Like I said. There's reasons I don't carve.

It's about shoulder height and is a limb from a downed poplar at a local cemetery. I talked with a volunteer caretaker at the cemetery before I gathered any sticks. The cemetery is technically abandoned. He told me it was ok to take what wood I wanted. Due to the abandoned status there's really no one to officially give or deny permission. I gathered several sticks from there over the last winter.

This next one is more poplar from the same cemetery.



The handle was attached at a fork in the limb.





A close-up of the ferrule. This is what I've pretty much settled on. A short piece of copper pipe or a connector with a rubber tip made from a rubber bottle stopper. There's a screw going through the stopper to secure it to the cane.

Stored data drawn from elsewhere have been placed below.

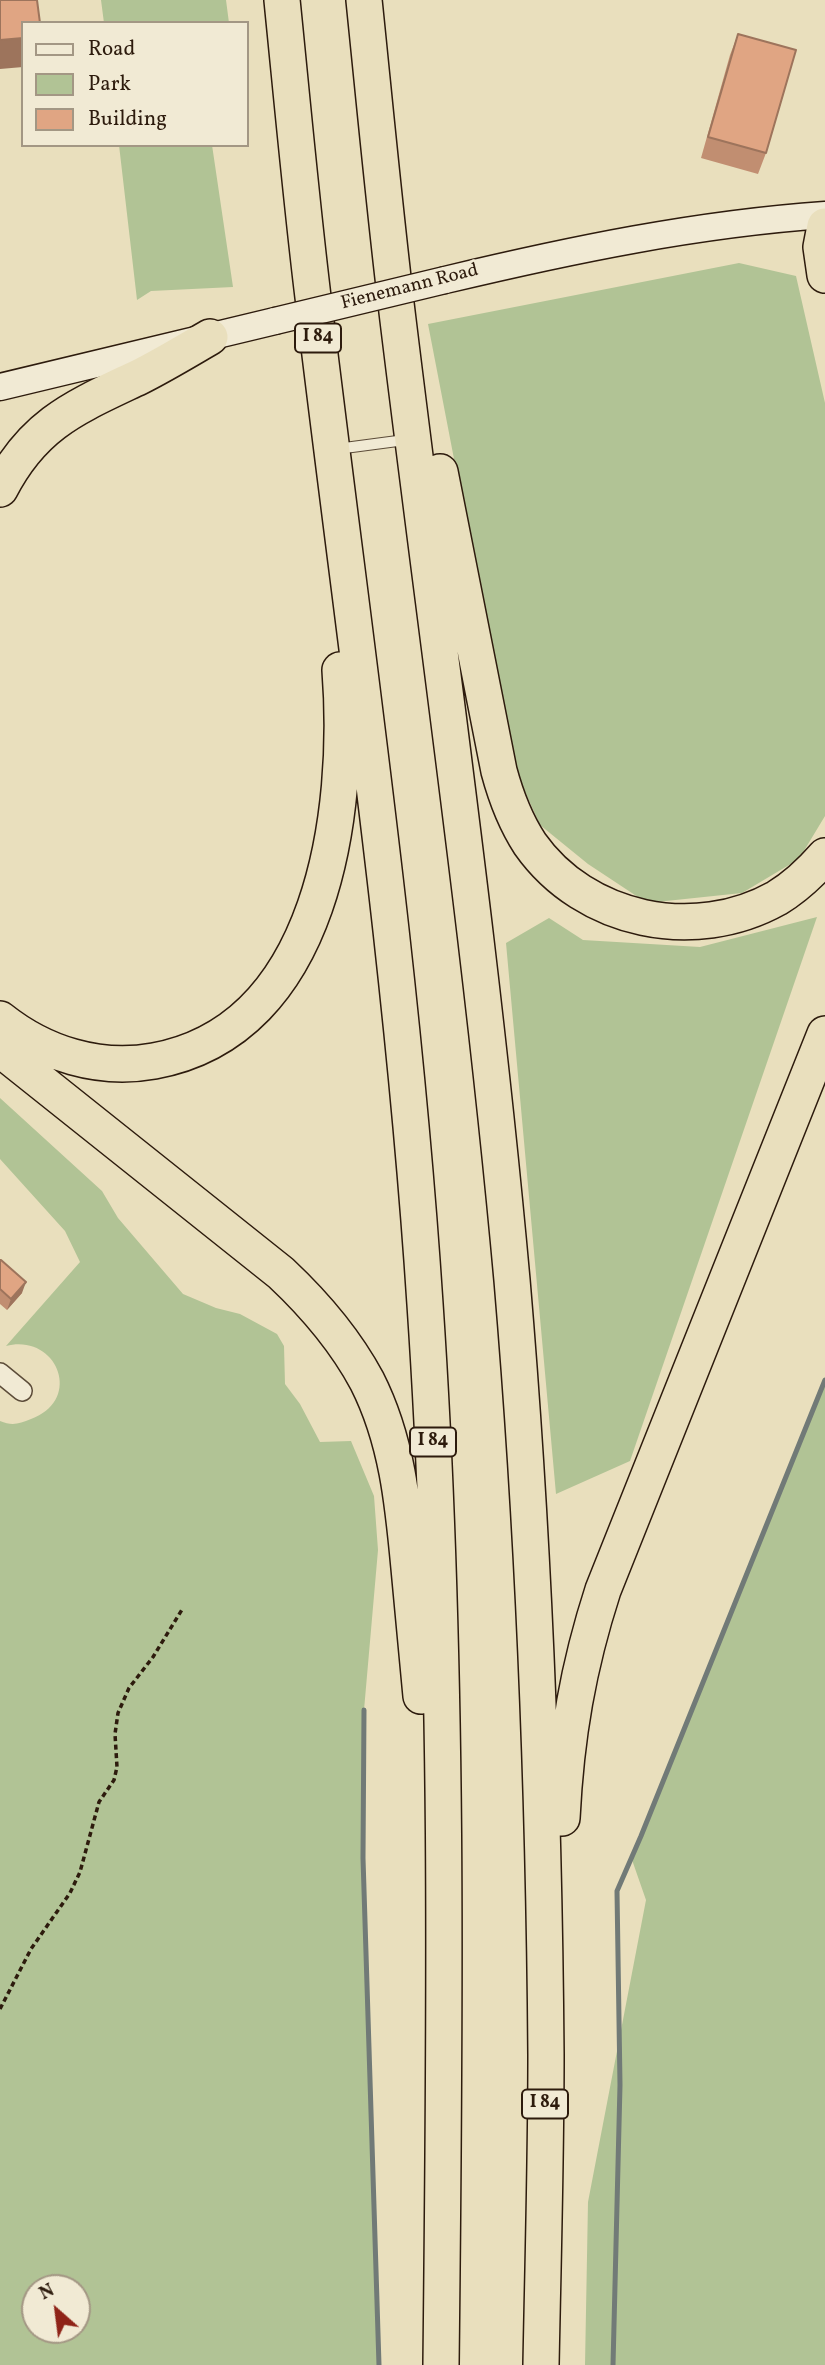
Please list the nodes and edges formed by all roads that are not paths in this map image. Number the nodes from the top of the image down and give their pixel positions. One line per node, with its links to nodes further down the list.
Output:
1 (282, 0): 10 (highway, I 84)
2 (364, 0): 3 (highway, I 84)
3 (384, 201): 9 (highway, I 84); 13 (highway)
4 (825, 215): 7 (main road, Fienemann Road, bridge)
5 (825, 226): 6 (highway)
6 (825, 275)
7 (210, 337): 8 (main road, Fienemann Road); 11 (highway)
8 (0, 387)
9 (413, 439): 10 (lane); 20 (highway, I 84)
10 (332, 450): 12 (highway, I 84)
11 (0, 489)
12 (342, 524): 14 (highway); 19 (highway, I 84)
13 (825, 856)
14 (0, 1019)
15 (825, 1034): 20 (highway)
16 (0, 1049): 19 (highway)
17 (0, 1373): 18 (street)
18 (22, 1391)
19 (445, 1869): 21 (highway, I 84)
20 (544, 1942): 22 (highway, I 84)
21 (441, 2365)
22 (541, 2365)

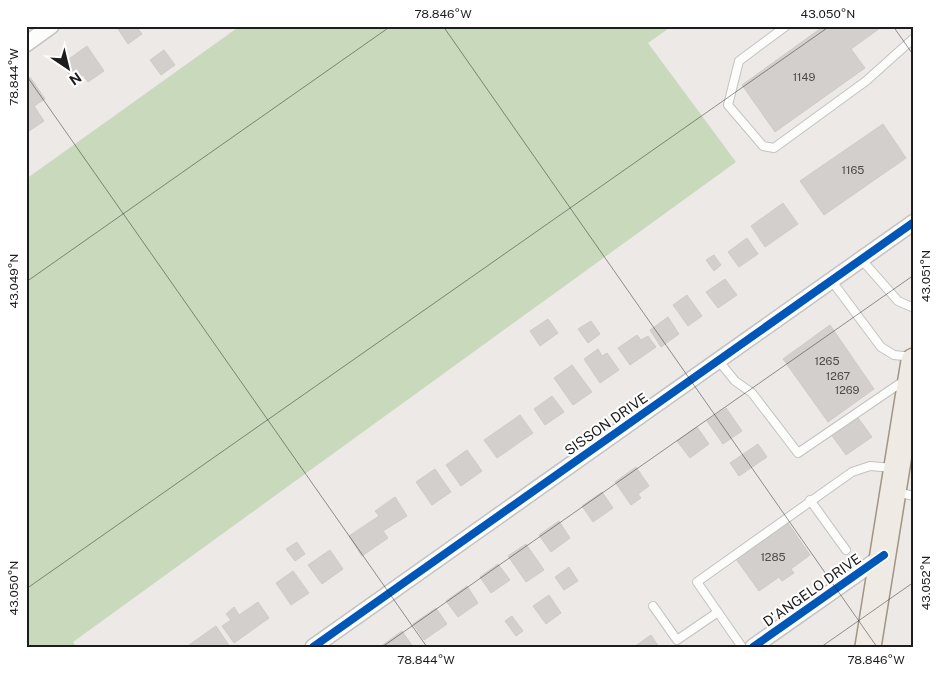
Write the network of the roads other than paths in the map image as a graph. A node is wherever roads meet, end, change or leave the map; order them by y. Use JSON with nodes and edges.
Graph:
{"nodes":[{"id":1,"x":51,"y":26,"type":"edge"},
{"id":2,"x":786,"y":26,"type":"edge"},
{"id":3,"x":914,"y":38,"type":"edge"},
{"id":4,"x":26,"y":44,"type":"edge"},
{"id":5,"x":914,"y":222,"type":"edge"},
{"id":6,"x":862,"y":258,"type":"junction"},
{"id":7,"x":831,"y":280,"type":"junction"},
{"id":8,"x":914,"y":308,"type":"edge"},
{"id":9,"x":718,"y":360,"type":"junction"},
{"id":10,"x":913,"y":365,"type":"edge"},
{"id":11,"x":902,"y":485,"type":"edge"},
{"id":12,"x":810,"y":500,"type":"junction"},
{"id":13,"x":846,"y":550,"type":"dead end"},
{"id":14,"x":884,"y":555,"type":"junction"},
{"id":15,"x":652,"y":606,"type":"dead end"},
{"id":16,"x":718,"y":612,"type":"junction"},
{"id":17,"x":313,"y":647,"type":"edge"},
{"id":18,"x":742,"y":647,"type":"edge"},
{"id":19,"x":754,"y":647,"type":"edge"},
{"id":20,"x":868,"y":647,"type":"edge"}],
"edges":[{"from":1,"to":4,"type":"street"},
{"from":2,"to":3,"type":"lane"},
{"from":5,"to":6,"type":"street","name":"SISSON DRIVE"},
{"from":6,"to":7,"type":"street","name":"SISSON DRIVE"},
{"from":6,"to":8,"type":"lane"},
{"from":7,"to":9,"type":"street","name":"SISSON DRIVE"},
{"from":7,"to":10,"type":"lane"},
{"from":9,"to":10,"type":"lane"},
{"from":9,"to":17,"type":"street","name":"SISSON DRIVE"},
{"from":10,"to":11,"type":"main road"},
{"from":11,"to":12,"type":"lane"},
{"from":11,"to":14,"type":"main road"},
{"from":12,"to":13,"type":"lane"},
{"from":12,"to":16,"type":"lane"},
{"from":14,"to":19,"type":"street","name":"D'ANGELO DRIVE"},
{"from":14,"to":20,"type":"main road"},
{"from":15,"to":16,"type":"lane"},
{"from":16,"to":18,"type":"lane"}]}
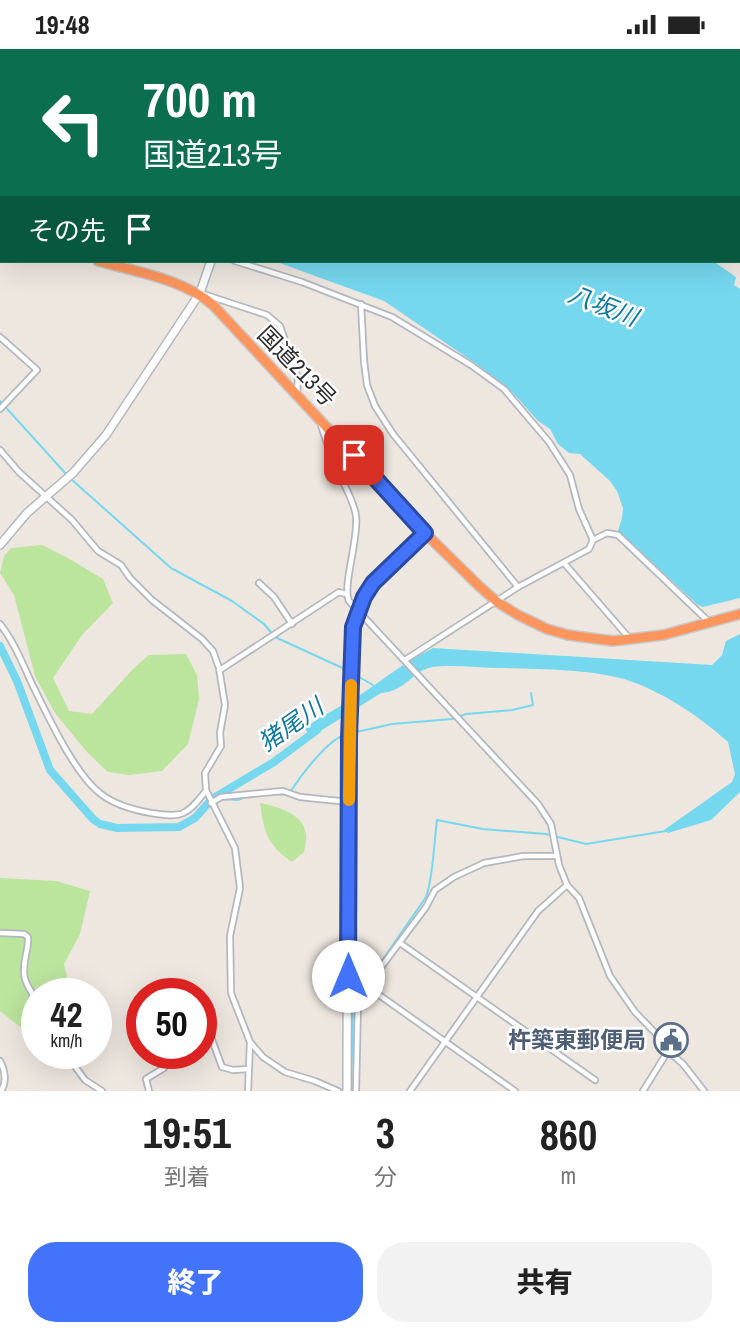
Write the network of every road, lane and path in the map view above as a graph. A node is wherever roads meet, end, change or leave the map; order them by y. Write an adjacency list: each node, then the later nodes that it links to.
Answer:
1 (104, 263): 4 (highway, 国道213号)
2 (210, 263): 4 (main road)
3 (241, 263): 5 (street)
4 (200, 293): 7 (highway, 国道213号); 7 (street); 11 (main road)
5 (361, 304): 13 (street); 17 (street)
6 (0, 337): 8 (street)
7 (298, 394): 9 (highway, 国道213号)
8 (3, 406)
9 (319, 416): 12 (highway, 国道213号); 18 (street)
10 (0, 450): 11 (street)
11 (46, 497): 14 (main road); 27 (street)
12 (425, 533): 19 (highway, 国道213号); 20 (main road)
13 (593, 540): 15 (street); 22 (street)
14 (0, 545)
15 (564, 563): 17 (street); 25 (street)
16 (259, 583): 24 (street)
17 (518, 587): 19 (street)
18 (346, 594): 20 (street); 24 (street)
19 (497, 602): 25 (highway, 国道213号); 26 (street)
20 (358, 610): 26 (street); 29 (main road)
21 (740, 614): 22 (highway, 国道213号)
22 (710, 623): 25 (highway, 国道213号)
23 (0, 624): 28 (street)
24 (292, 624): 27 (street)
25 (631, 640)
26 (405, 660): 31 (street)
27 (219, 671): 28 (street)
28 (207, 794): 30 (street)
29 (349, 802): 30 (street); 35 (main road)
30 (211, 803): 40 (street)
31 (555, 856): 32 (street); 34 (street)
32 (567, 885): 38 (street); 41 (street)
33 (0, 933): 36 (street)
34 (400, 943): 37 (street); 38 (street)
35 (348, 973): 37 (street); 53 (main road)
36 (26, 978)
37 (365, 984): 39 (street); 54 (street)
38 (476, 997): 39 (street); 47 (street)
39 (445, 1041): 55 (street); 56 (street)
40 (250, 1042): 46 (street); 52 (street)
41 (668, 1051): 57 (street); 58 (street)
42 (217, 1053): 46 (street)
43 (0, 1061): 48 (street)
44 (77, 1069): 49 (street)
45 (162, 1069): 50 (street)
46 (248, 1069): 51 (street)
47 (595, 1080)
48 (1, 1091)
49 (102, 1091)
50 (149, 1091)
51 (248, 1091)
52 (338, 1091)
53 (347, 1091)
54 (356, 1091)
55 (410, 1091)
56 (515, 1091)
57 (643, 1091)
58 (704, 1091)

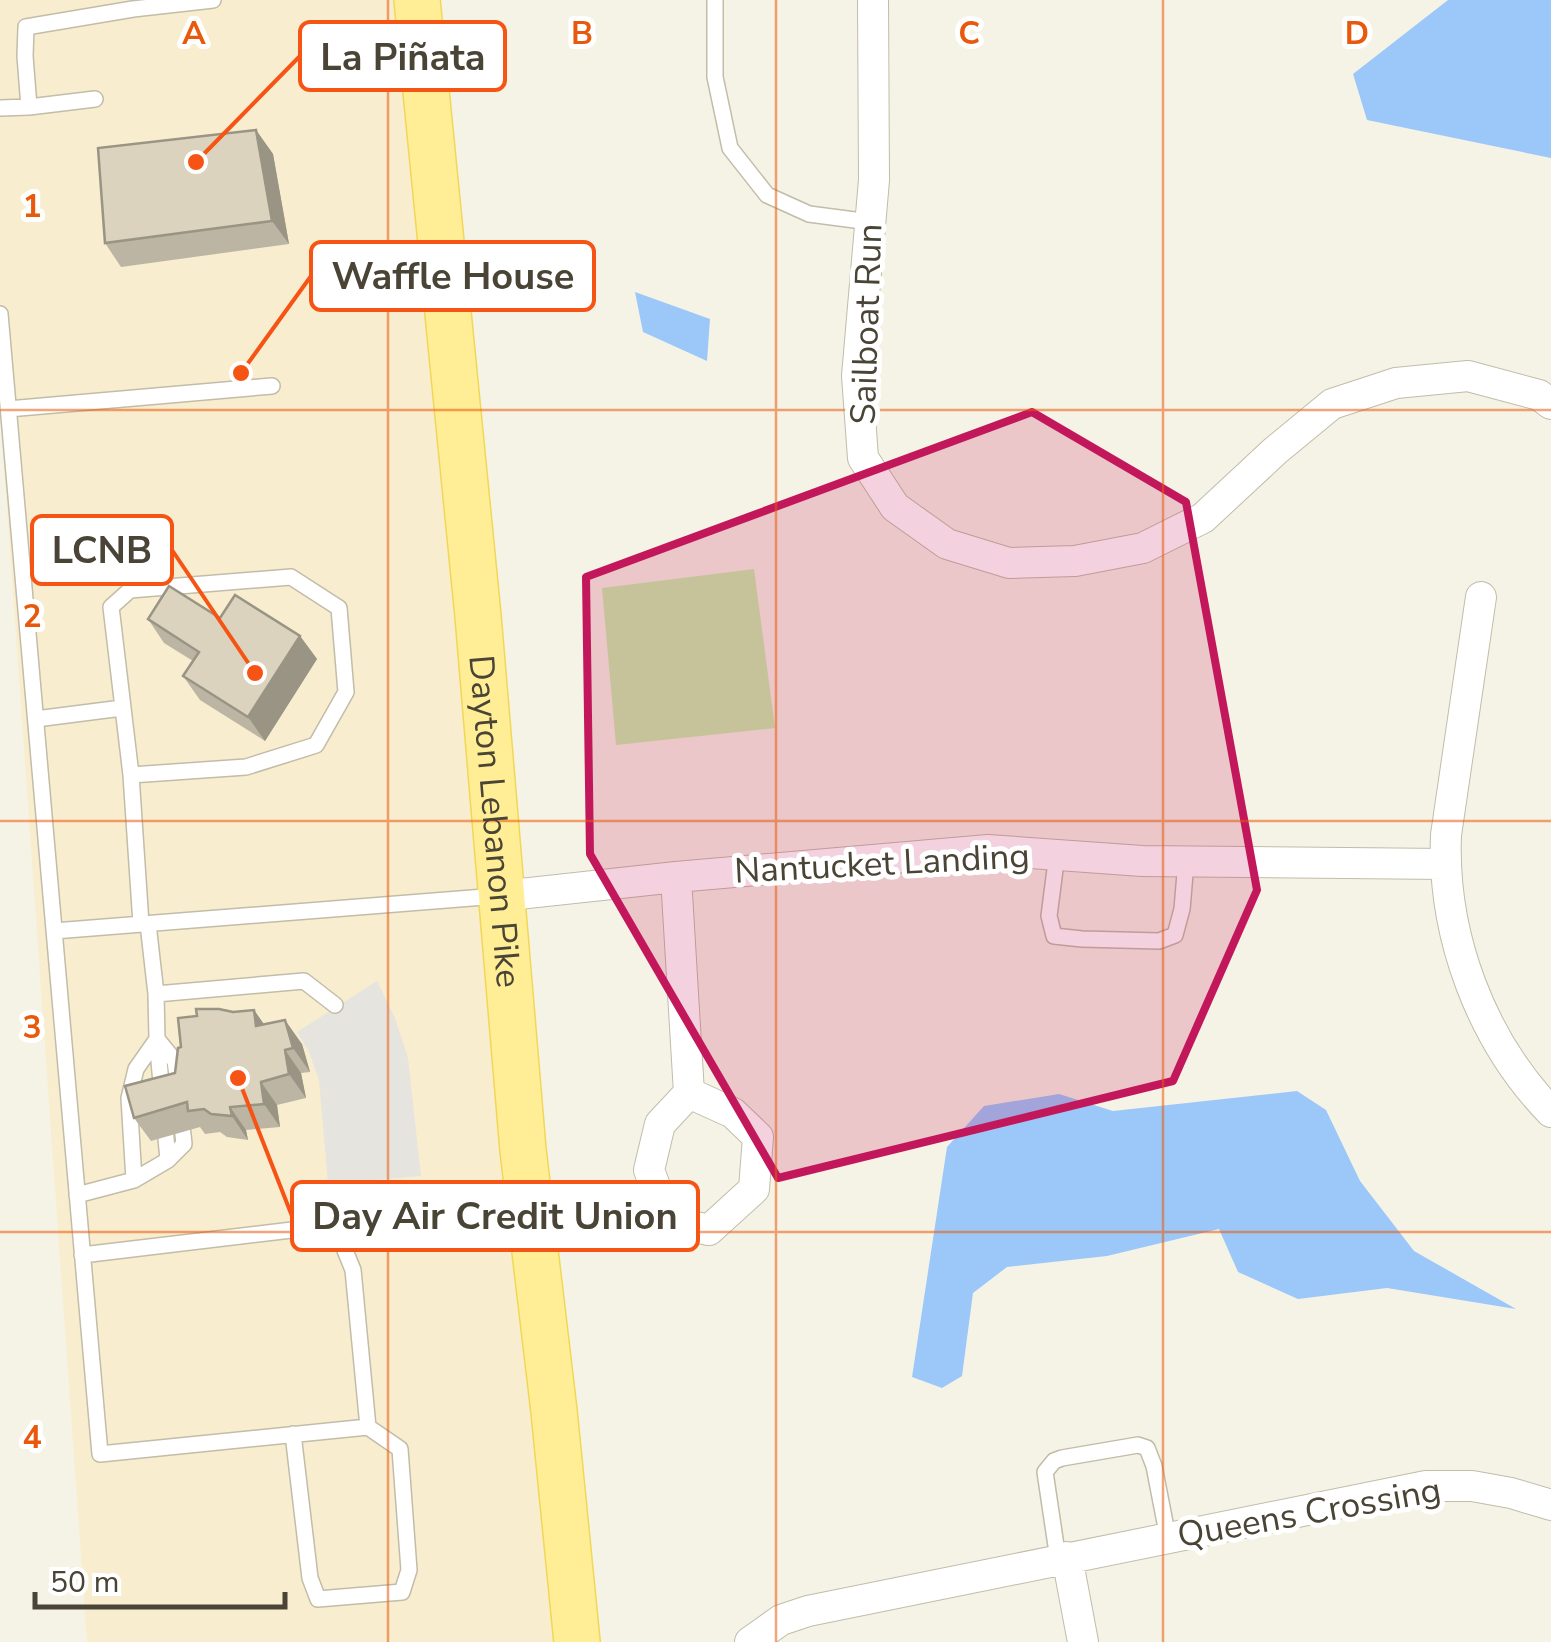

I'm not completely happy with the final product. I got the angle of the handle wrong so it slopes down just a bit when the tip is flat on the floor. While I know a straight stick is much stronger, I just couldn't resist the multiple doglegs in this one.

This Holly stick was growing just outside the fence of the same cemetery between it and a railroad track. It's the first of two blanks I got from this sapling. This one was more fun with doglegs. The handle is carved from the rootball and is my first attempt at a cardigan handle.







I'm not quite done. I still have to add the rubber tip. I really like the way this one turned out. I think it will probably be my favorite stick so far when I'm finished.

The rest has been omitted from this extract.